For deployment, I launched an EC2 t3.micro instance with Ubuntu on AWS and configured Python, a virtual environment, and necessary dependencies. The chatbot was deployed using FastAPI for the backend and Streamlit for the UI. I adjusted configurations to optimize query speed, and debugged errors related to API keys, model loading, and database persistence.

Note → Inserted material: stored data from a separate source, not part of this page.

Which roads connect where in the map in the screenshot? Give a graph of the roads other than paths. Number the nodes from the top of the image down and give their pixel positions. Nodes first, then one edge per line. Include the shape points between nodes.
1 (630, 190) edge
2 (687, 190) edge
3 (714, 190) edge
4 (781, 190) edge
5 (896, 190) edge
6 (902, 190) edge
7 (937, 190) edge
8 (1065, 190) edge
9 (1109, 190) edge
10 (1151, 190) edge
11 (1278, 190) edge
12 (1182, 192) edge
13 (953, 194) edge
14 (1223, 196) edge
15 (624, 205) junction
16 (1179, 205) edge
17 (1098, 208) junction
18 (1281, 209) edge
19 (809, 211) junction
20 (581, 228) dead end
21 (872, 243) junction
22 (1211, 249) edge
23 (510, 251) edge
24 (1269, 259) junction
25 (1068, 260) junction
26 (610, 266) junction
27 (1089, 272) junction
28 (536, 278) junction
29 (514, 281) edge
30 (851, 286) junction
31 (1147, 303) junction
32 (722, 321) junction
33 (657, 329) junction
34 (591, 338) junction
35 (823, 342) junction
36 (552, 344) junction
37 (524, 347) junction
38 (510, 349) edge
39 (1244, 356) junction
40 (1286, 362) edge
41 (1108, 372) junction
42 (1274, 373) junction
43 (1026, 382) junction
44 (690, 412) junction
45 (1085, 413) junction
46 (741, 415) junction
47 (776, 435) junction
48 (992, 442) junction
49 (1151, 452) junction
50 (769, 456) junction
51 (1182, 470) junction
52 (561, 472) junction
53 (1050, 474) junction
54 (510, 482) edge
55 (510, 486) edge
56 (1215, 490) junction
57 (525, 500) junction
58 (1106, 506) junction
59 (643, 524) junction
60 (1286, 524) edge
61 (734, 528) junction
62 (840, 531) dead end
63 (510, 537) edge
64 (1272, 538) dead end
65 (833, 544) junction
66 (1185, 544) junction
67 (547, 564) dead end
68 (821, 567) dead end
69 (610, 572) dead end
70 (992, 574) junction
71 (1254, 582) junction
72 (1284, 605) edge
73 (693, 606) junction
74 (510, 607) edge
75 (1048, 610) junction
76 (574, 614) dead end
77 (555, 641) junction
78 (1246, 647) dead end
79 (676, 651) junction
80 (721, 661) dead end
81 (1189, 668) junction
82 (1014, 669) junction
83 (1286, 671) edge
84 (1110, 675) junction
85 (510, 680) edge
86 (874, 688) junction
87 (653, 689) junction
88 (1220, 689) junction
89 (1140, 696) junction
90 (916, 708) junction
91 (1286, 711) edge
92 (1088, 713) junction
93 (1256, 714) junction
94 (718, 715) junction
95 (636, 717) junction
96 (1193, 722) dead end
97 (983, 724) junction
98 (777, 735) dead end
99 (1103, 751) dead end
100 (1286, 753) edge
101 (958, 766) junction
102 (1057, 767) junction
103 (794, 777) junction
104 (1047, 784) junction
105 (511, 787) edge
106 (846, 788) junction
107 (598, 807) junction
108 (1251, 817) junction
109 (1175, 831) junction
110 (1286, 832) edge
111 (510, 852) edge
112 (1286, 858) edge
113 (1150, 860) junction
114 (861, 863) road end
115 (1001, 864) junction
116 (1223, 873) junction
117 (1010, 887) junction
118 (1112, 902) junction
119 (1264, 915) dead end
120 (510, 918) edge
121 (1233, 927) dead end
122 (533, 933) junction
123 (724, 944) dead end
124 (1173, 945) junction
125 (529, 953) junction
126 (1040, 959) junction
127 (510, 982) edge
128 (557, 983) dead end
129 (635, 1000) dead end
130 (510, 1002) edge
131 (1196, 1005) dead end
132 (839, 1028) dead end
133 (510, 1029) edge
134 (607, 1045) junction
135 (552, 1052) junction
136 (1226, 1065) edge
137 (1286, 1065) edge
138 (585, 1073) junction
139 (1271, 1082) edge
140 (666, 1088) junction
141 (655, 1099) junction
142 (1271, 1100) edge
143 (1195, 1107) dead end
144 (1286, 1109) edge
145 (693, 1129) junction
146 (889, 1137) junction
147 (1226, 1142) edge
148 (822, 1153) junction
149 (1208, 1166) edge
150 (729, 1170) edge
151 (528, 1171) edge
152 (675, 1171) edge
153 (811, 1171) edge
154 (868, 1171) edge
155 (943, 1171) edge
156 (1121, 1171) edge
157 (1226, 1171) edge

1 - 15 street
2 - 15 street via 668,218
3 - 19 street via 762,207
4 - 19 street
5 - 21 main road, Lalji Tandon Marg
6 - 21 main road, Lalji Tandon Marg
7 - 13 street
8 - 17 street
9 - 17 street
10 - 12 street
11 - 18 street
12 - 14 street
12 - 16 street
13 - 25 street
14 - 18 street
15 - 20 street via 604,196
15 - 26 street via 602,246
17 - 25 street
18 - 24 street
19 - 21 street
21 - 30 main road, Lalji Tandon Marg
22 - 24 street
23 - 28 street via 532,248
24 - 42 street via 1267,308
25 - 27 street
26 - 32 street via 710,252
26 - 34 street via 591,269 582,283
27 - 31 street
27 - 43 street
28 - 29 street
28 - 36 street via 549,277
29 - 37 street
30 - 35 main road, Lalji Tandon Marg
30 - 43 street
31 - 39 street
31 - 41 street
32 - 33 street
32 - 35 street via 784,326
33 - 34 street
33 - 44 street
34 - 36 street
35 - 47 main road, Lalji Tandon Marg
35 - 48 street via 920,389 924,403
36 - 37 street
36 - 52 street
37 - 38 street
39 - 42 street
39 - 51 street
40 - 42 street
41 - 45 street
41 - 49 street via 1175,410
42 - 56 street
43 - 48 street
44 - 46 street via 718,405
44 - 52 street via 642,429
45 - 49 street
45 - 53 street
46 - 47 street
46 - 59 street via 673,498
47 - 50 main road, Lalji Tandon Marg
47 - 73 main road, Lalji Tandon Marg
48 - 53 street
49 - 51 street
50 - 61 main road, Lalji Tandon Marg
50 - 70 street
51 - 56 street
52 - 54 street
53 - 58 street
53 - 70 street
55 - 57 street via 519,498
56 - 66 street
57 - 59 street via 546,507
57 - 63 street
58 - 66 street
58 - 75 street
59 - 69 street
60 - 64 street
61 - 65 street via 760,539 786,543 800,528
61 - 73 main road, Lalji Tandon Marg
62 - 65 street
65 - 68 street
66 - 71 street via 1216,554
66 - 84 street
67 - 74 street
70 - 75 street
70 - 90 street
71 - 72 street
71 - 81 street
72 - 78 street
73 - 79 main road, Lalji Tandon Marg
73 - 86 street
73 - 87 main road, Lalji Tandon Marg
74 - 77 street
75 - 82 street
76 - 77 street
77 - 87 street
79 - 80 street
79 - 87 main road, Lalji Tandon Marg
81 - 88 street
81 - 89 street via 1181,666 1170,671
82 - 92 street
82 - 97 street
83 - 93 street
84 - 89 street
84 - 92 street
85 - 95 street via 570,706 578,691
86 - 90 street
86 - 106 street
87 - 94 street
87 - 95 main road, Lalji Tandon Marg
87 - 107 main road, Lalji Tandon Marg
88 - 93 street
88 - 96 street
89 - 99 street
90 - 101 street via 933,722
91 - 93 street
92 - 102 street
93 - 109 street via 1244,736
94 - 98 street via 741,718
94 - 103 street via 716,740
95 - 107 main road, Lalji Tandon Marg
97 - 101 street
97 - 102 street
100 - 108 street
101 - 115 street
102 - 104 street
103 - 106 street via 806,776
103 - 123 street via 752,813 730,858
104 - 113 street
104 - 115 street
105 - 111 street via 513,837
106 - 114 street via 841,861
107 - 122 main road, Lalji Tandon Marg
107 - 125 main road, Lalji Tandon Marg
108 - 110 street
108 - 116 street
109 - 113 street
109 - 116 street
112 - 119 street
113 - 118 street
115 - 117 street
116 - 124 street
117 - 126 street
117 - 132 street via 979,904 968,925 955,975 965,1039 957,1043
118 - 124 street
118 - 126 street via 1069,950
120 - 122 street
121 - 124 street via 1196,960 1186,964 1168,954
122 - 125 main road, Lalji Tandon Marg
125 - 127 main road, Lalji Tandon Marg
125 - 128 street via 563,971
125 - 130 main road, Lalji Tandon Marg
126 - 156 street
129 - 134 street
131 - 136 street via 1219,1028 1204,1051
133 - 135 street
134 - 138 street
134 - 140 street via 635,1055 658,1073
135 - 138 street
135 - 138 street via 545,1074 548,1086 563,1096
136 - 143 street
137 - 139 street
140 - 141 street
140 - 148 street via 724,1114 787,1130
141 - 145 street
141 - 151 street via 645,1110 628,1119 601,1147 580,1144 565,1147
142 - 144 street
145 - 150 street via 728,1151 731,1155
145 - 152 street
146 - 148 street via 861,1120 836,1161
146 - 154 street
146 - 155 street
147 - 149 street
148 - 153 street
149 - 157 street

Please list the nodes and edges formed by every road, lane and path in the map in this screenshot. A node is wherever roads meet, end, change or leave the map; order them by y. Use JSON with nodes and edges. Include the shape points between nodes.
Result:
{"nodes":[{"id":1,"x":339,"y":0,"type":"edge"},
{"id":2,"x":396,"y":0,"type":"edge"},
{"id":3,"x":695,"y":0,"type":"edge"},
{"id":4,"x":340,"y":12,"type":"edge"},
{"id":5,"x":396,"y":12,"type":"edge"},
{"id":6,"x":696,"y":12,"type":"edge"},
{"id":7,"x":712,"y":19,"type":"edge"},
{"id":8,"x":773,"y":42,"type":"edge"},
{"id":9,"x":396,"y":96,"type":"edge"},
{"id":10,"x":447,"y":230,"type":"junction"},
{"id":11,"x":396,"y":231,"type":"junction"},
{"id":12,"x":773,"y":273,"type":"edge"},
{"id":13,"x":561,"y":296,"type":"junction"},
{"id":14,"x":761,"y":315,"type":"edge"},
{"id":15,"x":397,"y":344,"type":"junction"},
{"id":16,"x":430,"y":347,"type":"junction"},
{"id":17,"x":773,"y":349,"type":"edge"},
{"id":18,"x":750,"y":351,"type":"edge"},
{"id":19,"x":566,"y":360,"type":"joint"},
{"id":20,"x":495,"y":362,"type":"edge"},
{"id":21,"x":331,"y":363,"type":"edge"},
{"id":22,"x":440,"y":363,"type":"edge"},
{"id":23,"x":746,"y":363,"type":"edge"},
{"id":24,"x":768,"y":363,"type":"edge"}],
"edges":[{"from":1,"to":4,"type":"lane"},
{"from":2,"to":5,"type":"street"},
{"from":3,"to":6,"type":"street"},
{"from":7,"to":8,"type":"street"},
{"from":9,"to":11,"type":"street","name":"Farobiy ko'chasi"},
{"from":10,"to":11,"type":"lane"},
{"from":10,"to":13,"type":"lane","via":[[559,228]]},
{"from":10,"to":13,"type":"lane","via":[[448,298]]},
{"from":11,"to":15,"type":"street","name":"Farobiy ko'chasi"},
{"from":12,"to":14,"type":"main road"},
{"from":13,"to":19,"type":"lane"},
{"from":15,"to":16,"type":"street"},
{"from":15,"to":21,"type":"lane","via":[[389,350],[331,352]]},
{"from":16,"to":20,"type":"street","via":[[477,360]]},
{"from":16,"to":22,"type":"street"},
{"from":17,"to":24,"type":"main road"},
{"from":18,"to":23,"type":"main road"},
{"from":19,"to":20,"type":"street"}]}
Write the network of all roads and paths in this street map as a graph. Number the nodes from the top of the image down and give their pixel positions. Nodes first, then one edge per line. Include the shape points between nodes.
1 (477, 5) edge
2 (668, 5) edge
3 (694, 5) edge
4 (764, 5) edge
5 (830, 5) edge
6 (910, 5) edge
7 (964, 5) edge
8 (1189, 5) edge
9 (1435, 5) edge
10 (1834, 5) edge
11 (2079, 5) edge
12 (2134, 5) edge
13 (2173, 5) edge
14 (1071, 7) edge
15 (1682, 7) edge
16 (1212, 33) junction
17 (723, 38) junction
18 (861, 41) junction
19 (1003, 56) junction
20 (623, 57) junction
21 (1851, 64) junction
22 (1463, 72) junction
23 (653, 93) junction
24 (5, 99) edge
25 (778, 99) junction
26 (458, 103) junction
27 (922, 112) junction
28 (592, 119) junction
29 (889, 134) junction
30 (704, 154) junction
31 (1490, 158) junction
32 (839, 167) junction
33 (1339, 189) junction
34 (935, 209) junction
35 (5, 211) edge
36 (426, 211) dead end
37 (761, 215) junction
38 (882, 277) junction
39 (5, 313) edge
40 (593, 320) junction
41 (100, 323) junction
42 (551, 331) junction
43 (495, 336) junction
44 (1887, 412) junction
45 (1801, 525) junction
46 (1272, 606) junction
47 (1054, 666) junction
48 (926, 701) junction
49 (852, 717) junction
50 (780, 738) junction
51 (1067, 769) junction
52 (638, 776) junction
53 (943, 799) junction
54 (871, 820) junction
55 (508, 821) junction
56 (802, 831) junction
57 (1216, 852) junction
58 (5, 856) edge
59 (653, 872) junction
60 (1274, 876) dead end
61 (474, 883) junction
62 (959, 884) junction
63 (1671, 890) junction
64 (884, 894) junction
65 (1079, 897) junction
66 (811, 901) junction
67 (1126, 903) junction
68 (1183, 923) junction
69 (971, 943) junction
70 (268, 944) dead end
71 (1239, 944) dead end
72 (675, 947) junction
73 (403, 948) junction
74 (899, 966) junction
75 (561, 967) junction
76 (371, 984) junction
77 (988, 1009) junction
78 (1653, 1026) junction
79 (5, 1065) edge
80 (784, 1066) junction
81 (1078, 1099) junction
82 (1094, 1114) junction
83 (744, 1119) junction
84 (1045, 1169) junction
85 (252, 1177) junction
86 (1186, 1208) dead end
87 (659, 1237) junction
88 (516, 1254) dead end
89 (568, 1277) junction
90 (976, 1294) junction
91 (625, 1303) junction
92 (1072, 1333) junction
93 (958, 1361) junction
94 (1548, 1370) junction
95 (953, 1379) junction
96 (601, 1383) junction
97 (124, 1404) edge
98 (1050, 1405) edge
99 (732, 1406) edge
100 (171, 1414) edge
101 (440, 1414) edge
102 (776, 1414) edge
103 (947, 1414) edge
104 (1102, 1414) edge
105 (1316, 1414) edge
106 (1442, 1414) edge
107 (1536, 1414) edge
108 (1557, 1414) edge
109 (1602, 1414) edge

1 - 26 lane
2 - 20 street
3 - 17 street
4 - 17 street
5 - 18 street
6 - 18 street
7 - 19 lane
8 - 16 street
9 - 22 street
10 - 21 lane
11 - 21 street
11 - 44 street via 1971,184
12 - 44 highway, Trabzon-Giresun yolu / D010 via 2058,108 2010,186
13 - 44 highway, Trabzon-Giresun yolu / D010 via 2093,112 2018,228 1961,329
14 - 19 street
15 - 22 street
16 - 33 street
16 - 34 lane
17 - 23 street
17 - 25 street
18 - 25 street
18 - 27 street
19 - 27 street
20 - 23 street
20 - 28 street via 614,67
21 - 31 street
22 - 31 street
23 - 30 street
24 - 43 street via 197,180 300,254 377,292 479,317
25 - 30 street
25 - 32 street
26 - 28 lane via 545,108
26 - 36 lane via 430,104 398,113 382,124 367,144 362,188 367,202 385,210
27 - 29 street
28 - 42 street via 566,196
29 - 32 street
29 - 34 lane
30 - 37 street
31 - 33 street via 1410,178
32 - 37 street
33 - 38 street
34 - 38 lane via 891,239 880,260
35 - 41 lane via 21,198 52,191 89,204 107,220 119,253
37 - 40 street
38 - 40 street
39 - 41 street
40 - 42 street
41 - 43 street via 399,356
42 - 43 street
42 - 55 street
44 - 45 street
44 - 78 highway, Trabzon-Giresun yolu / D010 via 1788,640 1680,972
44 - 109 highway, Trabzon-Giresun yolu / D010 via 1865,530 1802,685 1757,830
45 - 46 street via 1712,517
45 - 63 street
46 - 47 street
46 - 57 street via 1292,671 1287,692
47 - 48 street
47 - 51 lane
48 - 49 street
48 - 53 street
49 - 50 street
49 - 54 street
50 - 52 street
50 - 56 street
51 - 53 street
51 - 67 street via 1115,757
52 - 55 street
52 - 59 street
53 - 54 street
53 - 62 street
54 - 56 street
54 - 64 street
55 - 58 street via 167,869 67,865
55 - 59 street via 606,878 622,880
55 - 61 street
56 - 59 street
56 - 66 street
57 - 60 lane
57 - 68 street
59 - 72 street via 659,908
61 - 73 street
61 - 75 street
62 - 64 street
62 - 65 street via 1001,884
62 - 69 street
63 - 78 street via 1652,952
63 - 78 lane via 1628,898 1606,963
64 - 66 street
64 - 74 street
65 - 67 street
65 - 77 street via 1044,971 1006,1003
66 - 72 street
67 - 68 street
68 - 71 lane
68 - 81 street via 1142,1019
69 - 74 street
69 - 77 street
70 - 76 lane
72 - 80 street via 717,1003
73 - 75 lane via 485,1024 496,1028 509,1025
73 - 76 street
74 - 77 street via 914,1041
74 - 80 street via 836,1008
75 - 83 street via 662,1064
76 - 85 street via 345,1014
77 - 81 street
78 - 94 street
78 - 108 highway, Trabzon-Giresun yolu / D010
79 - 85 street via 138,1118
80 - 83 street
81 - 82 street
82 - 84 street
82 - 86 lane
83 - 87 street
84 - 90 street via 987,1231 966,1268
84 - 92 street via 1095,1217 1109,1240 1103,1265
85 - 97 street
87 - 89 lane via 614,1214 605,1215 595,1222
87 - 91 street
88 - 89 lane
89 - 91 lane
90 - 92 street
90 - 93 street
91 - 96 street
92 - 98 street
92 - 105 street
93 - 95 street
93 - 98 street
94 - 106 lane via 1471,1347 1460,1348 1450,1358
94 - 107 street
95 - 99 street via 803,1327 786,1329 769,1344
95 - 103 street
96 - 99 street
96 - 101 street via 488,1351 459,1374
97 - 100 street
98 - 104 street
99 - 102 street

After ensuring the chatbot functioned correctly, I proceeded with shutting down AWS services. I terminated all running EC2 instances, and verified the billing dashboard for zero charges. Finally, I navigated to AWS account settings and confirmed termination.
Github
Task 10: Table Analysis Using PaddleOCR
I worked with images containing structured tabular data.The image lists contributors' names, affiliations, and present addresses from geological and quaternary studies institutes at various universities. I faced issues downloading PaddleOCR dependencies due to compatibility restrictions in the Kaggle environment. I resolved this by manually installing packages.
I fine-tuned PaddleOCR parameters, applied image preprocessing techniques like binarization and contour detection.
After debugging, the final pipeline successfully extracted structured tabular data, demonstrating PaddleOCR’s efficiency in document analysis.